Note: I haven't had time to compile my software yet. If you just want to get it working, you will need to check that python3 is installed on your computer, that the modules mentioned below are also installed, then download the files from the github repository to your computer, then run the termslens_gui.py
file. (The data.csv
and interface.kv
file must be in the same directory as termslens_gui.py
for this to work)
Launch the graphical interface by executing:
python termslens_gui.py
or
python3 termslens_gui.py
The interface will provide options to perform operations like selecting a PDF file for analysis, classifying text, and testing the algorithm.
- Select PDF file: Opens a file manager to choose a PDF document for analysis.
- Classify Text: Analyzes the provided text in the horizontal bar below the buttons to determine its suspicious nature.
- Test Algorithm: Evaluates and test the algorithm's performance based on the provided dataset. 75% of the dataset will be used to train the algorithm, and 25% will be used to test it.

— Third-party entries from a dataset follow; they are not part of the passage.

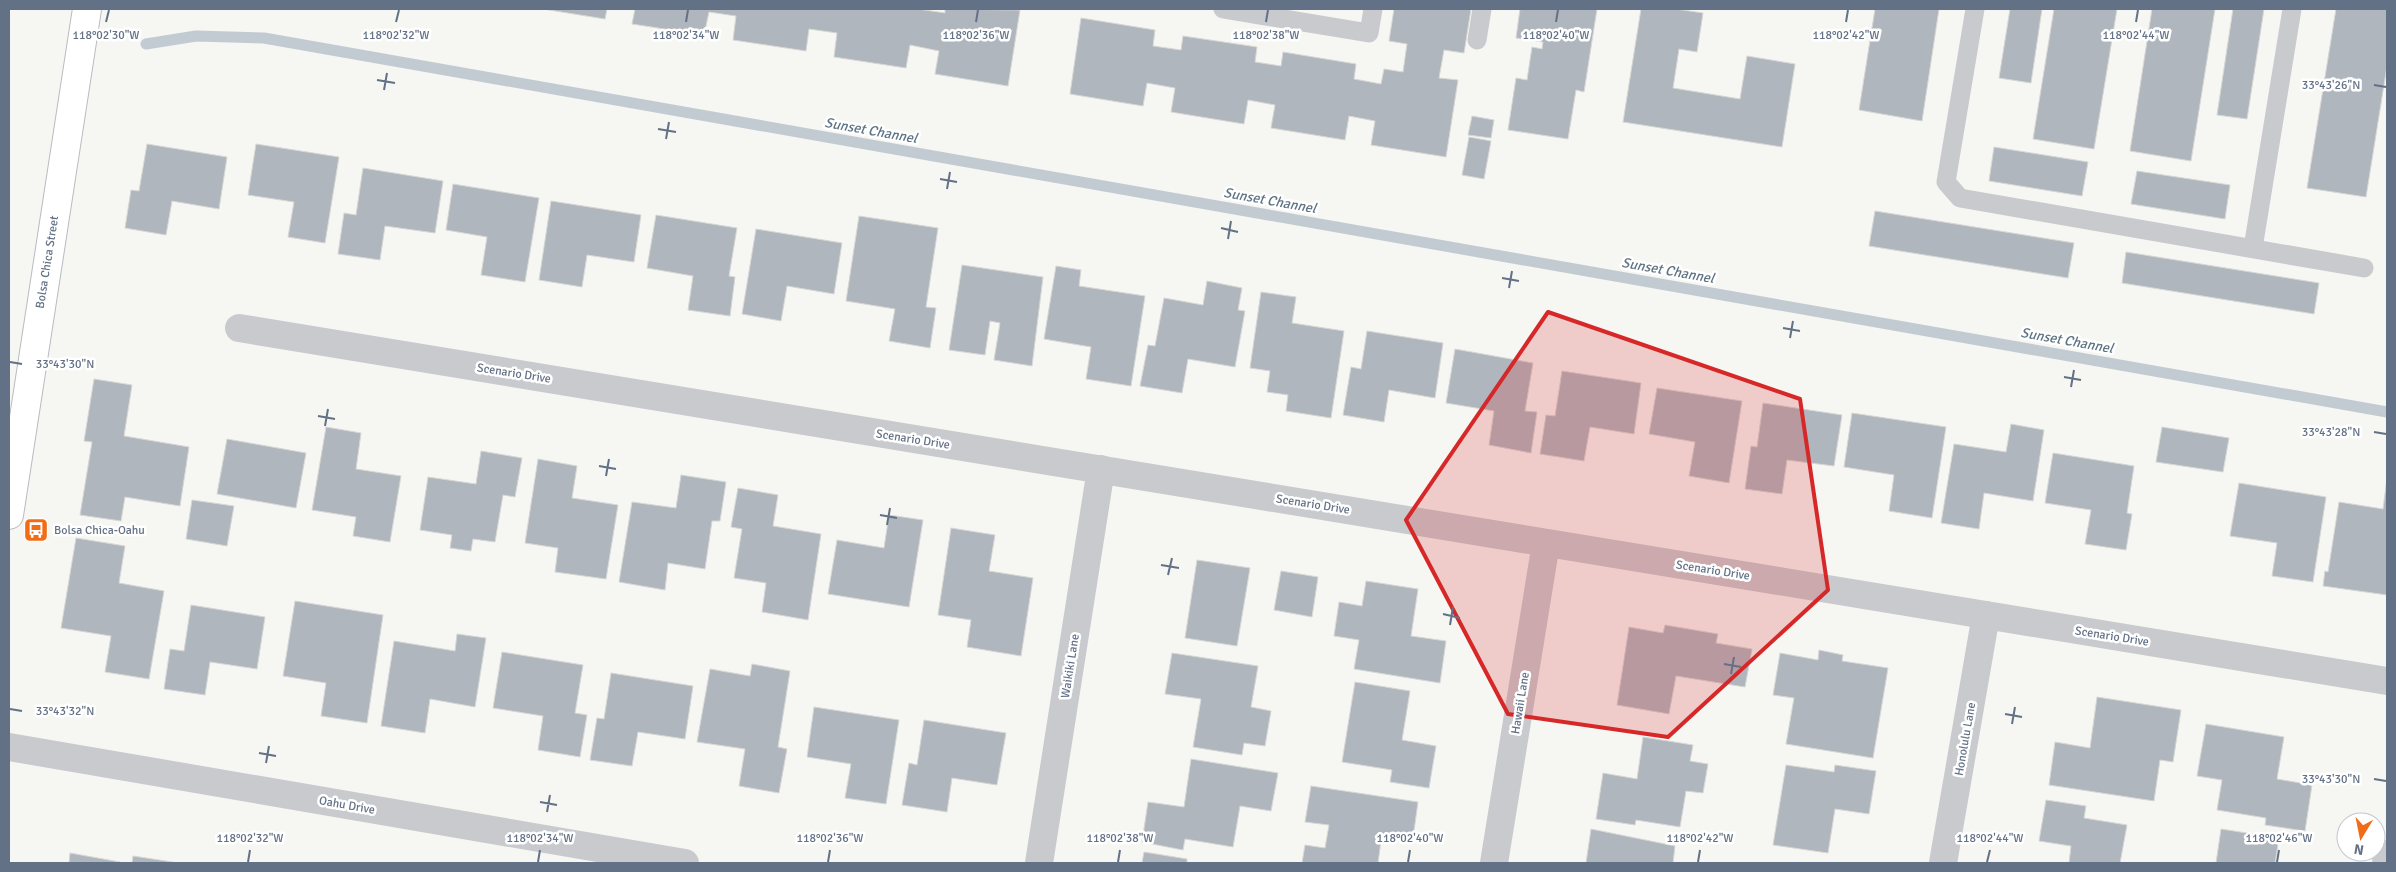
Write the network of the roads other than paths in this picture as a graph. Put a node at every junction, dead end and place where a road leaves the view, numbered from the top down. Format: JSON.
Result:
{"nodes":[{"id":1,"x":87,"y":9,"type":"edge"},
{"id":2,"x":1223,"y":9,"type":"edge"},
{"id":3,"x":1373,"y":9,"type":"edge"},
{"id":4,"x":1482,"y":9,"type":"edge"},
{"id":5,"x":1974,"y":9,"type":"edge"},
{"id":6,"x":2292,"y":9,"type":"edge"},
{"id":7,"x":1477,"y":40,"type":"dead end"},
{"id":8,"x":2252,"y":248,"type":"junction"},
{"id":9,"x":2364,"y":268,"type":"dead end"},
{"id":10,"x":238,"y":328,"type":"dead end"},
{"id":11,"x":1101,"y":469,"type":"junction"},
{"id":12,"x":9,"y":515,"type":"edge"},
{"id":13,"x":1546,"y":543,"type":"junction"},
{"id":14,"x":1986,"y":615,"type":"junction"},
{"id":15,"x":2387,"y":681,"type":"edge"},
{"id":16,"x":9,"y":747,"type":"edge"},
{"id":17,"x":2387,"y":854,"type":"edge"},
{"id":18,"x":685,"y":863,"type":"edge"},
{"id":19,"x":1039,"y":863,"type":"edge"},
{"id":20,"x":1494,"y":863,"type":"edge"},
{"id":21,"x":1943,"y":863,"type":"edge"},
{"id":22,"x":2386,"y":863,"type":"edge"}],
"edges":[{"from":1,"to":12,"type":"main road","name":"Bolsa Chica Street"},
{"from":2,"to":3,"type":"lane"},
{"from":4,"to":7,"type":"lane"},
{"from":5,"to":8,"type":"lane"},
{"from":6,"to":8,"type":"lane"},
{"from":8,"to":9,"type":"lane"},
{"from":10,"to":11,"type":"street","name":"Scenario Drive"},
{"from":11,"to":13,"type":"street","name":"Scenario Drive"},
{"from":11,"to":19,"type":"street","name":"Waikiki Lane"},
{"from":13,"to":14,"type":"street","name":"Scenario Drive"},
{"from":13,"to":20,"type":"street","name":"Hawaii Lane"},
{"from":14,"to":15,"type":"street","name":"Scenario Drive"},
{"from":14,"to":21,"type":"street","name":"Honolulu Lane"},
{"from":16,"to":18,"type":"street","name":"Oahu Drive"},
{"from":17,"to":22,"type":"street"}]}
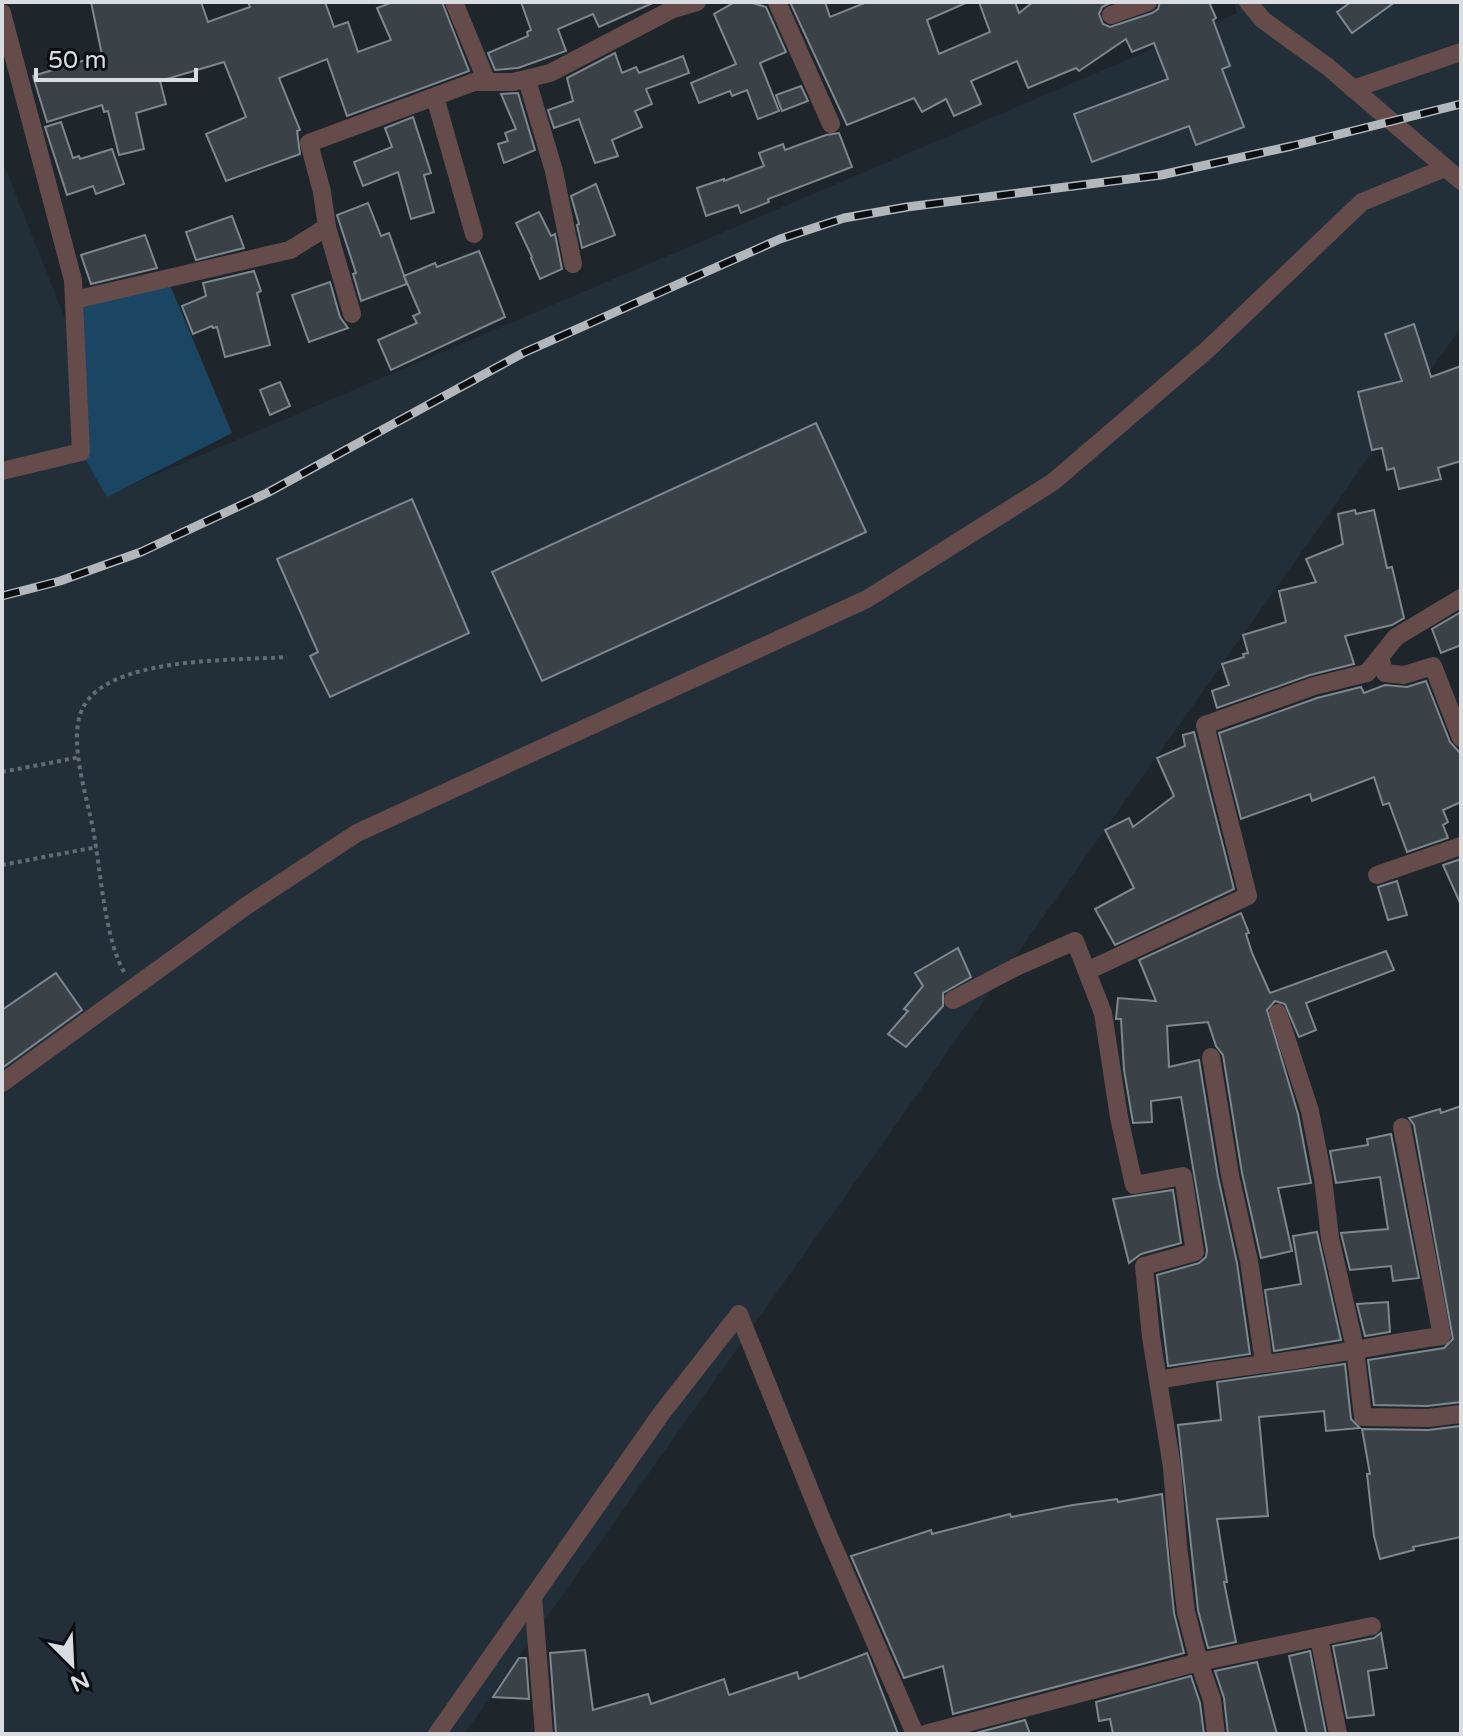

As a reminder, TermsLens is a Python-based application that serves the purpose of analyzing dubious general terms and conditions of use contracts to identify potentially privacy-concerning content. It comprises two primary modules: termslens_terminal.py
designed for terminal use and easier comprehension of the algorithm, and termslens_gui.py
featuring a graphical user interface for a more user-friendly experience. The data.csv
file contains the training data that the algorithm uses each time to analyse a file. It must always be in the same directory as the python file you are running. This training data will probably be updated regularly to improve the algorithm, so be sure to come and have a look from time to time!
TermsLens utilizes several Python libraries that need to be installed:
nltk
matplotlib
wordcloud
PyPDF2
pandas
numpy
kivy
kivymd
Install these libraries using the following command:
pip install nltk matplotlib wordcloud PyPDF2 pandas numpy kivy kivymd
termslens_terminal.py
: Contains the terminal-based version of the application, designed for easy algorithm comprehension.termslens_gui.py
: Includes the graphical user interface for a more interactive experience.data.csv
: Contains the training data required for the algorithm.interface.kv
: Contains the GUI code fortermslens_gui.py
.
Run the terminal-based version of TermsLens using the command:
python termslens_terminal.py
or
python3 termslens_terminal.py
Follow the instructions prompted in the terminal to perform various operations like analyzing text, testing the algorithm, etc.
To operate, termslens works as follows in its code (more precisely in termslens_terminal.py
):
- Reading the specified pdf file
- Open and read the
data.csv
file - Train and test on the
data.csv
file
Once these steps have been completed:
- Reading the specified pdf file
- Separate the pdf file into lines of text
- Analyse each line of text in detail using the algorithm trained on the dataset
- Filter lines deemed suspicious and return them to the user.
Briefly and more concretely, the general algorithmic operation of Termslens is divided into these three steps:
- Data Preprocessing: Tokenization, removing stop words, stemming, and processing messages.
- Training: Splitting the data into training and testing sets.
- Classification: Analyzing input text or PDF files to identify suspicious content based on the trained model.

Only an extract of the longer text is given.